My mother explained that we were too poor to buy soap. She explained that we were too poor to eat more than one meal a day. She explained that we were desperate and that the only way I was able to go to school was because my oldest sister, Peninah, had married a good man who had money. Margaret cried and cried and cried. She offered to do what she could to help and went away to ask another teacher if I could live with him as his houseboy. He agreed, and for two years I lived in his house, cooking and cleaning for him when I was not at school. It was not far from my own family, but it was a giant improvement in living. There was no shortage of soap there, and the food was regular and plentiful. He even had a hurricane lamp by which I would work in the evenings. He encouraged me to learn, and throughout the year that I lived at his house, my abilities as a student increased greatly. I was fourteen years old, and that year changed my life.

By the time I was nearing the end of primary school I realized I was clever. I was not the best in the class, but out of the forty pupils in the room I would always find myself receiving the second, third, or fourth best marks. It increased my self-esteem and brought a little closer the idea that one day I would surprise the world.

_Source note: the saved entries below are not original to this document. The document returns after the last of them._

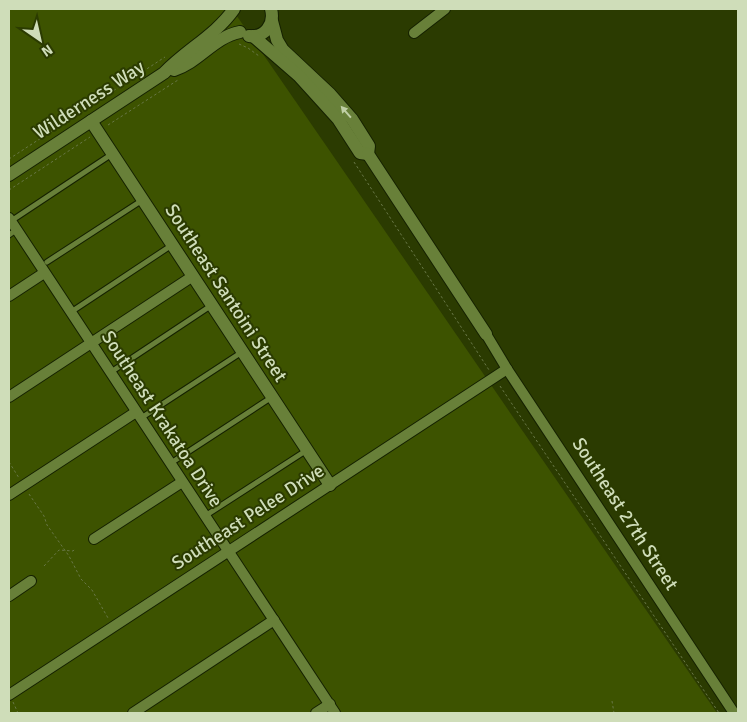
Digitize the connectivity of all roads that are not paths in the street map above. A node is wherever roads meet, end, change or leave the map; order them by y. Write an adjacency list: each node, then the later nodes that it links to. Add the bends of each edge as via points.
1 (234, 9): 5 (street, via 233,21); 6 (street, Wilderness Way, via 226,21)
2 (445, 9): 4 (street)
3 (272, 15): 5 (street, Wilderness Way, via 265,32); 9 (street, one-way to 3, via 369,146 352,119 283,50 277,40)
4 (414, 33)
5 (246, 34): 6 (street, Wilderness Way, via 230,34 179,68); 9 (street, via 299,76 338,119 360,153)
6 (164, 72): 7 (street, Wilderness Way)
7 (90, 121): 8 (street, Southeast Santoini Street); 10 (street, Wilderness Way)
8 (112, 154): 11 (street, Southeast Santoini Street); 12 (lane)
9 (368, 154): 21 (street)
10 (9, 175)
11 (142, 200): 14 (street, Southeast Santoini Street); 15 (lane)
12 (10, 220): 13 (street, Southeast Krakatoa Drive)
13 (13, 233): 16 (street, Southeast Krakatoa Drive)
14 (172, 245): 17 (street, Southeast Santoini Street); 20 (lane)
15 (48, 262)
16 (44, 273): 18 (street); 20 (street, Southeast Krakatoa Drive)
17 (192, 276): 19 (street, Southeast Santoini Street); 22 (street)
18 (9, 296)
19 (212, 305): 23 (street, Southeast Santoini Street); 25 (lane)
20 (71, 312): 22 (street, Southeast Krakatoa Drive)
21 (486, 334): 24 (street, Southeast 27th Street)
22 (91, 343): 25 (street, Southeast Krakatoa Drive); 26 (street)
23 (242, 352): 27 (street, Southeast Santoini Street); 28 (lane)
24 (507, 369): 32 (street, Southeast Pelee Drive); 44 (street, Southeast 27th Street)
25 (110, 372): 28 (street, Southeast Krakatoa Drive)
26 (9, 397)
27 (272, 398): 29 (street, Southeast Santoini Street); 30 (lane)
28 (138, 415): 30 (street, Southeast Krakatoa Drive); 33 (street)
29 (307, 450): 32 (street, Southeast Santoini Street); 34 (lane)
30 (170, 464): 31 (street, Southeast Krakatoa Drive)
31 (182, 482): 34 (street, Southeast Krakatoa Drive); 35 (street)
32 (330, 485): 36 (street, Southeast Pelee Drive)
33 (9, 495)
34 (205, 516): 36 (street, Southeast Krakatoa Drive)
35 (94, 540)
36 (228, 551): 39 (street, Southeast Krakatoa Drive); 40 (street, Southeast Pelee Drive)
37 (31, 581): 38 (street)
38 (9, 596)
39 (274, 620): 41 (street, Southeast Krakatoa Drive); 42 (street)
40 (9, 695)
41 (332, 709): 43 (street)
42 (133, 713)
43 (316, 713)
44 (734, 713)

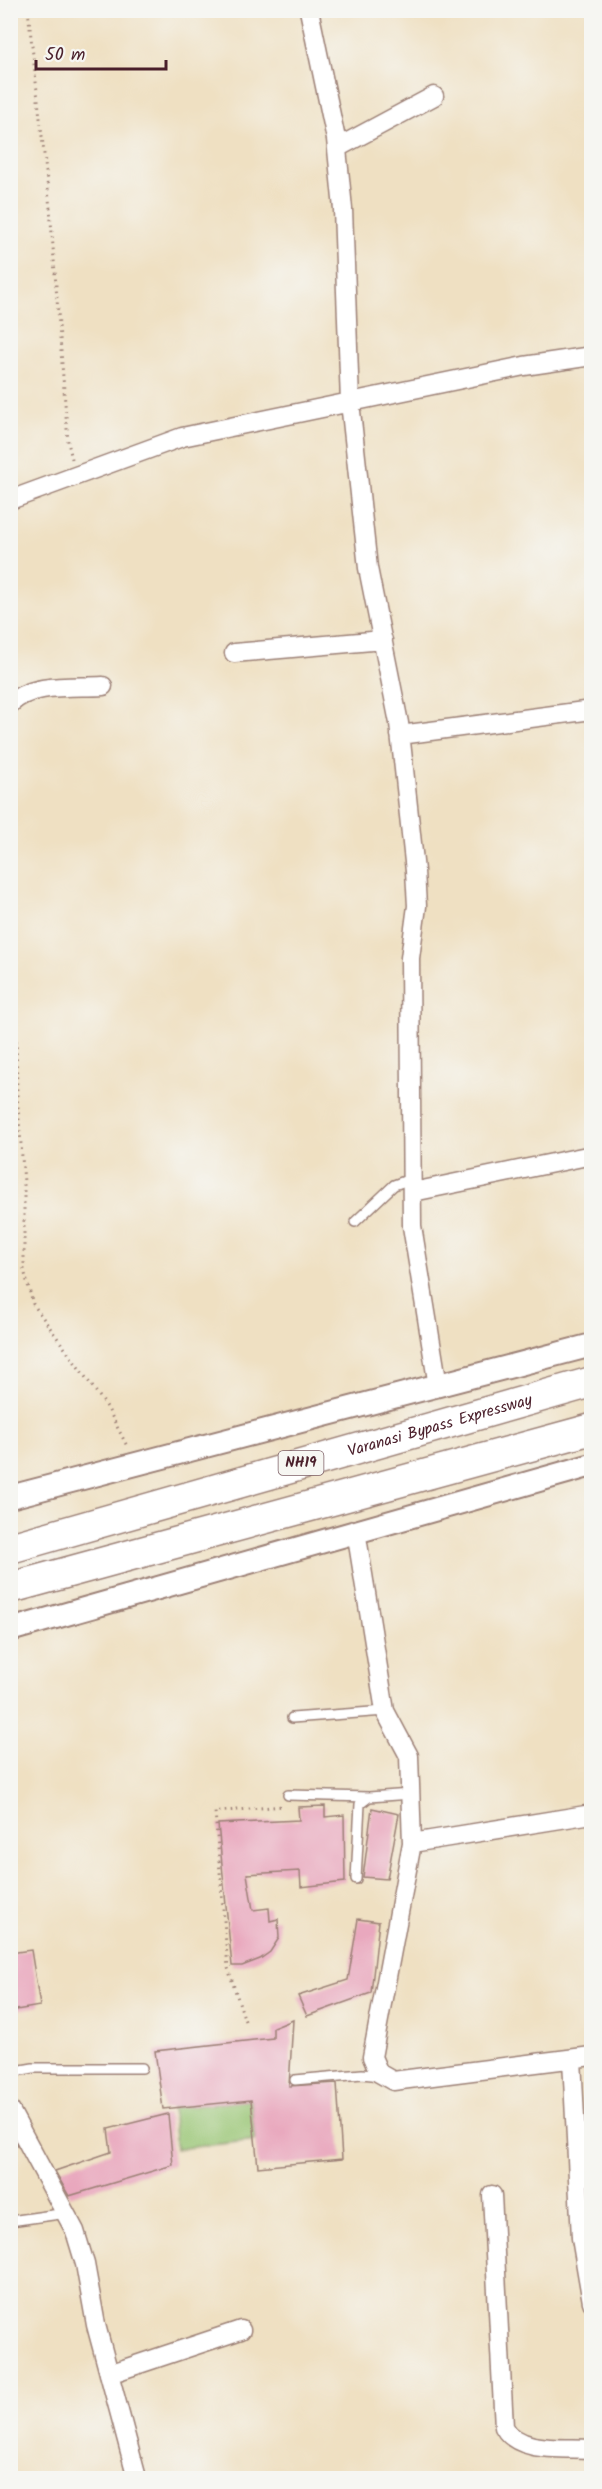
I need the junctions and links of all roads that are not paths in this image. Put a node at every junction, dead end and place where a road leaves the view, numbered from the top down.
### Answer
1 (309, 10) edge
2 (434, 96) dead end
3 (337, 148) junction
4 (591, 356) edge
5 (350, 402) junction
6 (10, 500) edge
7 (383, 640) junction
8 (234, 653) dead end
9 (103, 686) dead end
10 (10, 704) edge
11 (591, 710) edge
12 (400, 735) junction
13 (591, 1155) edge
14 (413, 1185) junction
15 (355, 1222) dead end
16 (591, 1345) edge
17 (591, 1382) edge
18 (438, 1386) junction
19 (591, 1429) edge
20 (591, 1465) edge
21 (10, 1497) edge
22 (356, 1531) junction
23 (10, 1548) edge
24 (10, 1588) edge
25 (10, 1630) edge
26 (385, 1711) junction
27 (292, 1718) dead end
28 (288, 1794) road end
29 (411, 1794) junction
30 (369, 1797) junction
31 (591, 1814) edge
32 (412, 1843) junction
33 (356, 1879) dead end
34 (591, 2056) edge
35 (572, 2059) junction
36 (142, 2068) dead end
37 (10, 2072) edge
38 (382, 2076) junction
39 (295, 2079) dead end
40 (10, 2110) edge
41 (492, 2195) dead end
42 (67, 2213) junction
43 (10, 2221) edge
44 (591, 2302) edge
45 (241, 2330) dead end
46 (109, 2374) junction
47 (591, 2449) edge
48 (137, 2478) edge

1 - 3 street
2 - 3 street
3 - 5 street
4 - 5 street
5 - 6 street
5 - 7 street
7 - 8 street
7 - 12 street
9 - 10 street
11 - 12 street
12 - 14 street
13 - 14 street
14 - 15 lane
14 - 18 street
16 - 18 street
17 - 23 highway, Varanasi Bypass Expressway / NH19
18 - 21 street
19 - 24 highway
20 - 22 street
22 - 25 street
22 - 26 street
26 - 27 lane
26 - 29 street
28 - 30 lane
29 - 30 lane
29 - 32 street
30 - 33 lane
31 - 32 street
32 - 38 street
34 - 35 street
35 - 38 street
35 - 44 street
36 - 37 lane
38 - 39 lane
40 - 42 street
41 - 47 street
42 - 43 lane
42 - 46 street
45 - 46 street
46 - 48 street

In 2000 I set up a primary school in Rwentobo, fifty miles from my village. Today it provides over four hundred children with an education and two meals a day. Many of the children are orphans, and many have experienced the type of poverty that I did. Some have been through worse than I have.

If you come to the school, turn off the busy road that is used by trucks coming up from Rwanda and on to Kampala, pass down through the layers of trading posts and over the potholed track that leads to our low buildings, and you will see many children, like me, finding hope in education.

Chapter Five

Jesus Delays

There had been enough shame placed upon our family, rolled in front of us like a tombstone over the entrance to a burial cave. There was no doubt that our fortunes were low, and even those acts of kindness—acts which appeared truly revolutionary at the time—were dwarfed by the scale of our troubles. Like I say, we had had enough of shame.

As a result my mother was strict with us. She did not want us to do anything that would drag us down still further in the eyes of the village. I do not think she was overly concerned with appearances; after all, we depended on food we found amid the maggots and mold of dustbins. The reason she warned us against bad behavior was not to hide the truth from others; it was to avoid giving them any more reason to hate us.

My mother was always clear that we should treat ourselves with respect, especially when it came to our sexuality. I may not have owned any underwear until I was eight, but I was no animal. I slept apart from my sisters, and we were all encouraged to respect privacy where possible.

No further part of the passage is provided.